--- PROBLEM ---
For the word "paths", search the records and show each line in which it occurs.

━━━━━ INPUT DATA

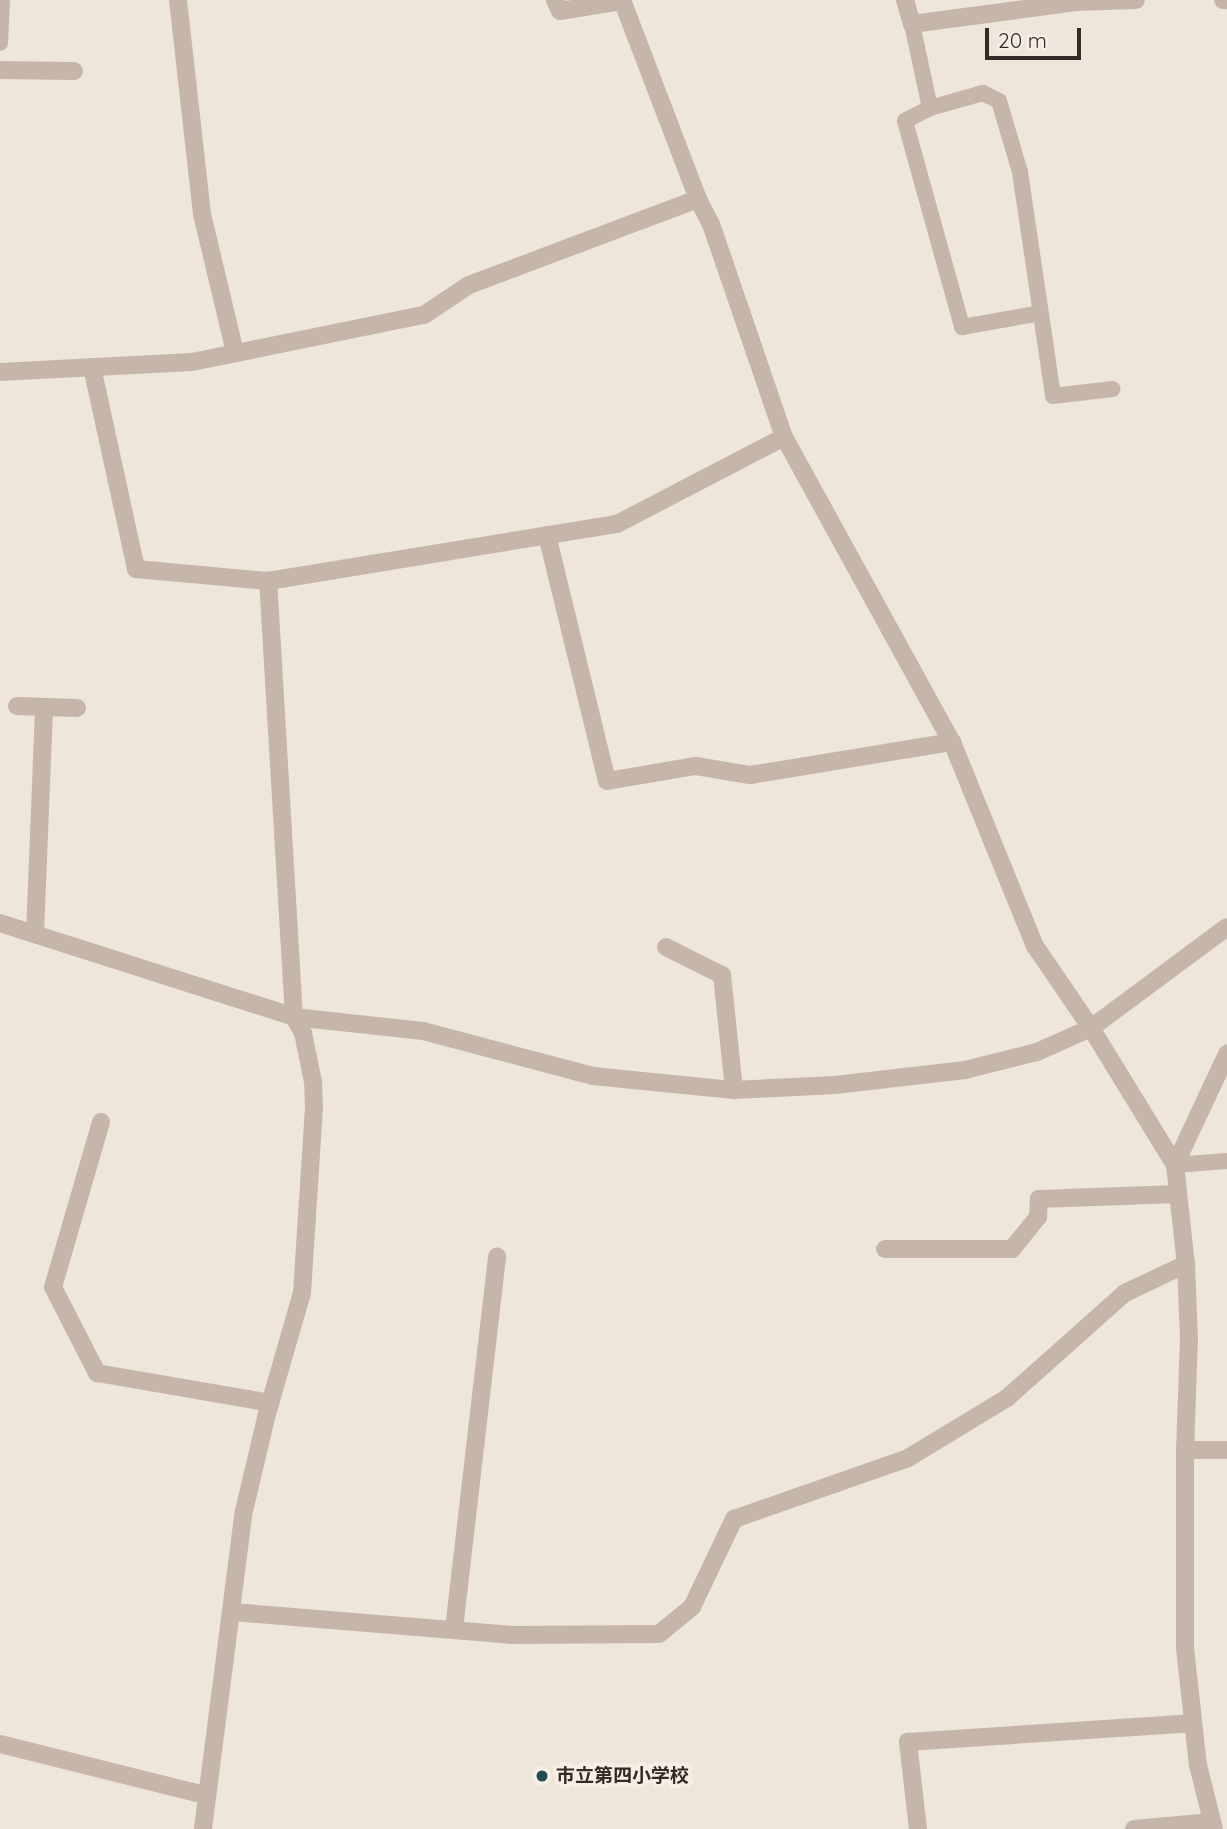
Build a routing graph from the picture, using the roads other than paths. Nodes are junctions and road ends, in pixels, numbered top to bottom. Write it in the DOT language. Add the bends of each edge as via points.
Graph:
graph roads {
  1 [pos="2,0"];
  2 [pos="178,0"];
  3 [pos="555,0"];
  4 [pos="622,0"];
  5 [pos="905,0"];
  6 [pos="1136,0"];
  7 [pos="912,24"];
  8 [pos="0,43"];
  9 [pos="0,70"];
  10 [pos="74,71"];
  11 [pos="930,108"];
  12 [pos="698,199"];
  13 [pos="1041,313"];
  14 [pos="234,352"];
  15 [pos="92,367"];
  16 [pos="0,372"];
  17 [pos="1113,389"];
  18 [pos="784,437"];
  19 [pos="547,536"];
  20 [pos="268,581"];
  21 [pos="17,706"];
  22 [pos="44,707"];
  23 [pos="77,708"];
  24 [pos="952,742"];
  25 [pos="0,923"];
  26 [pos="1227,928"];
  27 [pos="34,934"];
  28 [pos="666,947"];
  29 [pos="294,1017"];
  30 [pos="1091,1028"];
  31 [pos="1227,1054"];
  32 [pos="734,1090"];
  33 [pos="101,1122"];
  34 [pos="1227,1161"];
  35 [pos="1175,1165"];
  36 [pos="1178,1194"];
  37 [pos="885,1249"];
  38 [pos="497,1256"];
  39 [pos="1186,1264"];
  40 [pos="270,1403"];
  41 [pos="1185,1450"];
  42 [pos="1227,1450"];
  43 [pos="233,1612"];
  44 [pos="454,1629"];
  45 [pos="1191,1723"];
  46 [pos="0,1745"];
  47 [pos="205,1795"];
  48 [pos="1213,1826"];
  49 [pos="203,1829"];
  50 [pos="918,1829"];
  51 [pos="1134,1829"];
  1 -- 8 [label="lane"];
  2 -- 14 [label="street" via="202,214"];
  3 -- 4 [label="street" via="560,11"];
  4 -- 12 [label="street"];
  5 -- 7 [label="street"];
  6 -- 7 [label="street" via="1076,2"];
  7 -- 11 [label="lane"];
  9 -- 10 [label="street"];
  11 -- 13 [label="lane" via="983,93 999,101 1020,172"];
  11 -- 13 [label="lane" via="905,121 962,327"];
  12 -- 14 [label="street" via="469,285 425,315"];
  12 -- 18 [label="street" via="711,224"];
  13 -- 17 [label="lane" via="1053,396"];
  14 -- 15 [label="street" via="192,362"];
  15 -- 16 [label="street"];
  15 -- 20 [label="street" via="136,569"];
  18 -- 19 [label="street" via="617,524"];
  18 -- 24 [label="street"];
  19 -- 20 [label="street"];
  19 -- 24 [label="street" via="607,781 696,766 750,775"];
  20 -- 29 [label="street"];
  21 -- 22 [label="street"];
  22 -- 23 [label="street"];
  22 -- 27 [label="street"];
  24 -- 30 [label="street" via="1035,946"];
  25 -- 27 [label="street"];
  26 -- 30 [label="street"];
  27 -- 29 [label="street"];
  28 -- 32 [label="street" via="722,975"];
  29 -- 32 [label="street" via="423,1031 593,1076"];
  29 -- 40 [label="street" via="303,1033 314,1107 302,1293"];
  30 -- 32 [label="street" via="1037,1052 965,1070 835,1085"];
  30 -- 35 [label="street"];
  31 -- 35 [label="street"];
  33 -- 40 [label="street" via="53,1287 97,1373"];
  34 -- 35 [label="lane"];
  35 -- 36 [label="street"];
  36 -- 37 [label="street" via="1040,1199 1038,1217 1012,1249"];
  36 -- 39 [label="street"];
  38 -- 44 [label="street"];
  39 -- 41 [label="street"];
  39 -- 44 [label="street" via="1125,1293 1007,1398 908,1458 733,1519 692,1607 659,1634 512,1635"];
  40 -- 43 [label="street" via="244,1511"];
  41 -- 42 [label="street"];
  41 -- 45 [label="street" via="1185,1648"];
  43 -- 44 [label="street"];
  43 -- 47 [label="street"];
  45 -- 48 [label="street"];
  45 -- 50 [label="street" via="908,1742"];
  46 -- 47 [label="street"];
  47 -- 49 [label="street"];
  48 -- 51 [label="street"];
}
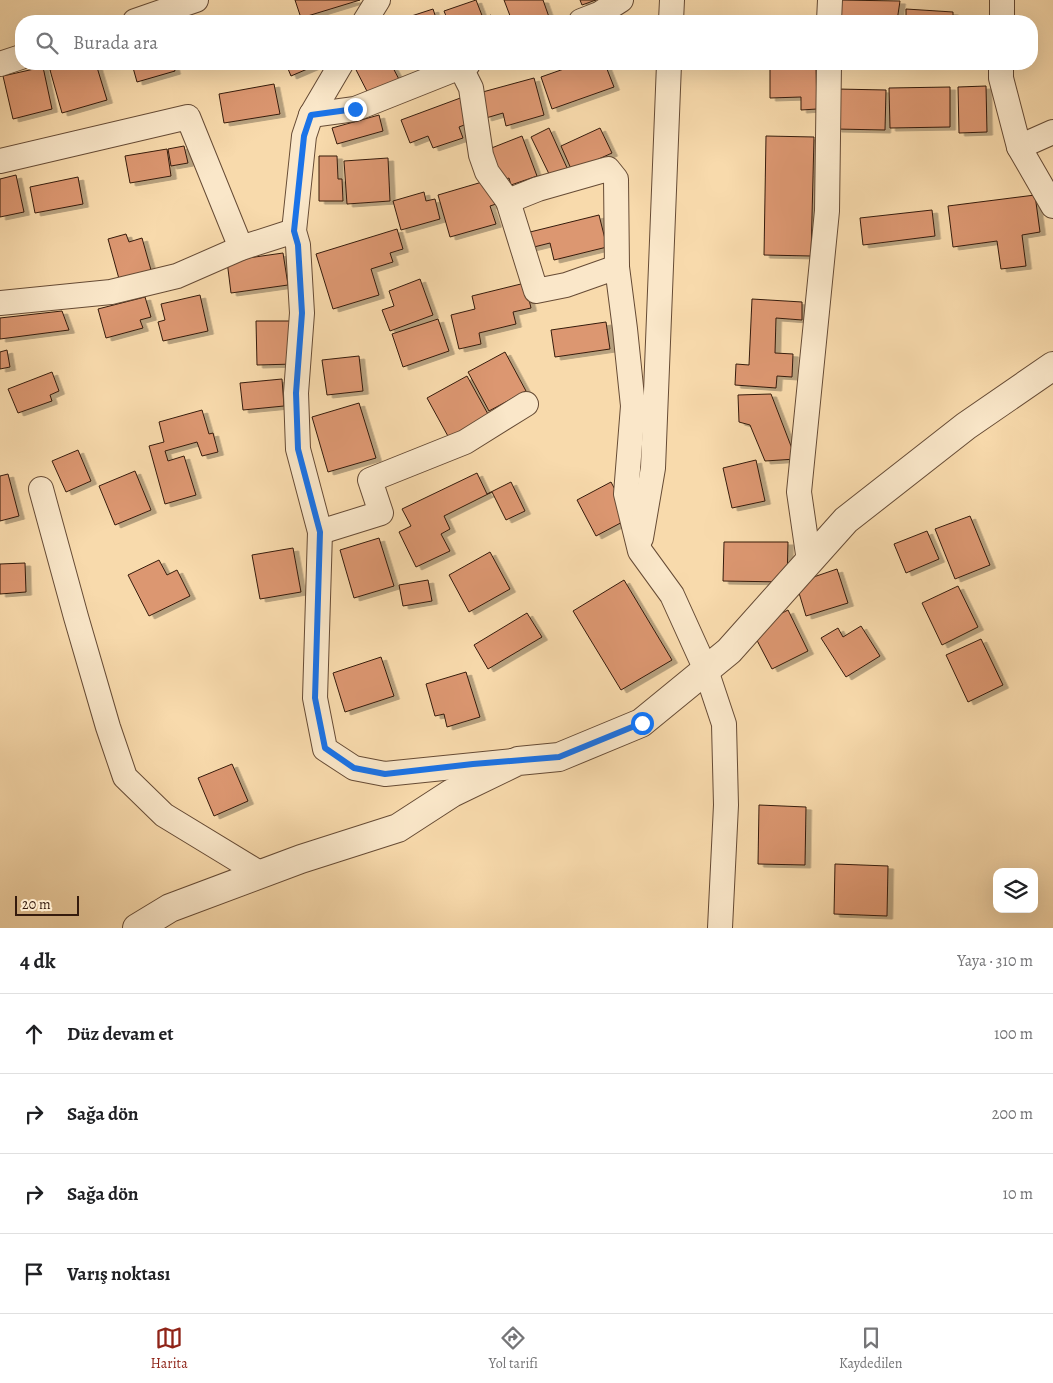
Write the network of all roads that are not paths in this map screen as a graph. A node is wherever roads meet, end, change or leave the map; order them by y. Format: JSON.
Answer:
{"nodes":[{"id":1,"x":196,"y":0,"type":"edge"},
{"id":2,"x":378,"y":0,"type":"edge"},
{"id":3,"x":621,"y":0,"type":"edge"},
{"id":4,"x":672,"y":0,"type":"edge"},
{"id":5,"x":830,"y":0,"type":"edge"},
{"id":6,"x":1002,"y":0,"type":"edge"},
{"id":7,"x":152,"y":15,"type":"edge"},
{"id":8,"x":369,"y":15,"type":"edge"},
{"id":9,"x":596,"y":15,"type":"edge"},
{"id":10,"x":671,"y":15,"type":"edge"},
{"id":11,"x":829,"y":15,"type":"edge"},
{"id":12,"x":1002,"y":15,"type":"edge"},
{"id":13,"x":15,"y":59,"type":"edge"},
{"id":14,"x":0,"y":64,"type":"edge"},
{"id":15,"x":337,"y":70,"type":"edge"},
{"id":16,"x":452,"y":70,"type":"edge"},
{"id":17,"x":466,"y":70,"type":"edge"},
{"id":18,"x":669,"y":70,"type":"edge"},
{"id":19,"x":829,"y":70,"type":"edge"},
{"id":20,"x":1001,"y":70,"type":"edge"},
{"id":21,"x":311,"y":115,"type":"junction"},
{"id":22,"x":1053,"y":132,"type":"edge"},
{"id":23,"x":1019,"y":147,"type":"junction"},
{"id":24,"x":0,"y":161,"type":"edge"},
{"id":25,"x":508,"y":201,"type":"junction"},
{"id":26,"x":1053,"y":206,"type":"edge"},
{"id":27,"x":294,"y":231,"type":"junction"},
{"id":28,"x":241,"y":248,"type":"junction"},
{"id":29,"x":617,"y":267,"type":"junction"},
{"id":30,"x":0,"y":303,"type":"edge"},
{"id":31,"x":1053,"y":366,"type":"edge"},
{"id":32,"x":526,"y":404,"type":"dead end"},
{"id":33,"x":41,"y":490,"type":"dead end"},
{"id":34,"x":320,"y":532,"type":"junction"},
{"id":35,"x":639,"y":546,"type":"junction"},
{"id":36,"x":809,"y":561,"type":"junction"},
{"id":37,"x":706,"y":670,"type":"junction"},
{"id":38,"x":518,"y":761,"type":"junction"},
{"id":39,"x":261,"y":874,"type":"junction"},
{"id":40,"x":137,"y":928,"type":"edge"},
{"id":41,"x":720,"y":928,"type":"edge"}],
"edges":[{"from":1,"to":7,"type":"street"},
{"from":2,"to":8,"type":"street"},
{"from":3,"to":9,"type":"street"},
{"from":4,"to":10,"type":"street"},
{"from":5,"to":11,"type":"street"},
{"from":6,"to":12,"type":"street"},
{"from":13,"to":14,"type":"street"},
{"from":15,"to":21,"type":"street"},
{"from":16,"to":21,"type":"street"},
{"from":17,"to":25,"type":"street"},
{"from":18,"to":35,"type":"street"},
{"from":19,"to":36,"type":"street"},
{"from":20,"to":23,"type":"street"},
{"from":21,"to":27,"type":"street"},
{"from":22,"to":23,"type":"street"},
{"from":23,"to":26,"type":"street"},
{"from":24,"to":28,"type":"street"},
{"from":25,"to":29,"type":"street"},
{"from":25,"to":29,"type":"street"},
{"from":27,"to":28,"type":"street"},
{"from":27,"to":34,"type":"street"},
{"from":28,"to":30,"type":"street"},
{"from":29,"to":35,"type":"street"},
{"from":31,"to":36,"type":"street"},
{"from":32,"to":34,"type":"street"},
{"from":33,"to":39,"type":"street"},
{"from":34,"to":38,"type":"street"},
{"from":35,"to":37,"type":"street"},
{"from":36,"to":37,"type":"street"},
{"from":37,"to":38,"type":"street"},
{"from":37,"to":41,"type":"street"},
{"from":38,"to":39,"type":"street"},
{"from":39,"to":40,"type":"street"}]}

━━━━━━━━━━

--- RESULT ---
Build a routing graph from the picture, using the roads other than paths. Nodes are junctions and road ends, in pixels, numbered top to bottom. Write it in the DOT language. Add the bends of each edge as via points.
Write the network of all roads that are not paths in this map screen as a graph. A node is wherever roads meet, end, change or leave the map; order them by y. Format: JSON.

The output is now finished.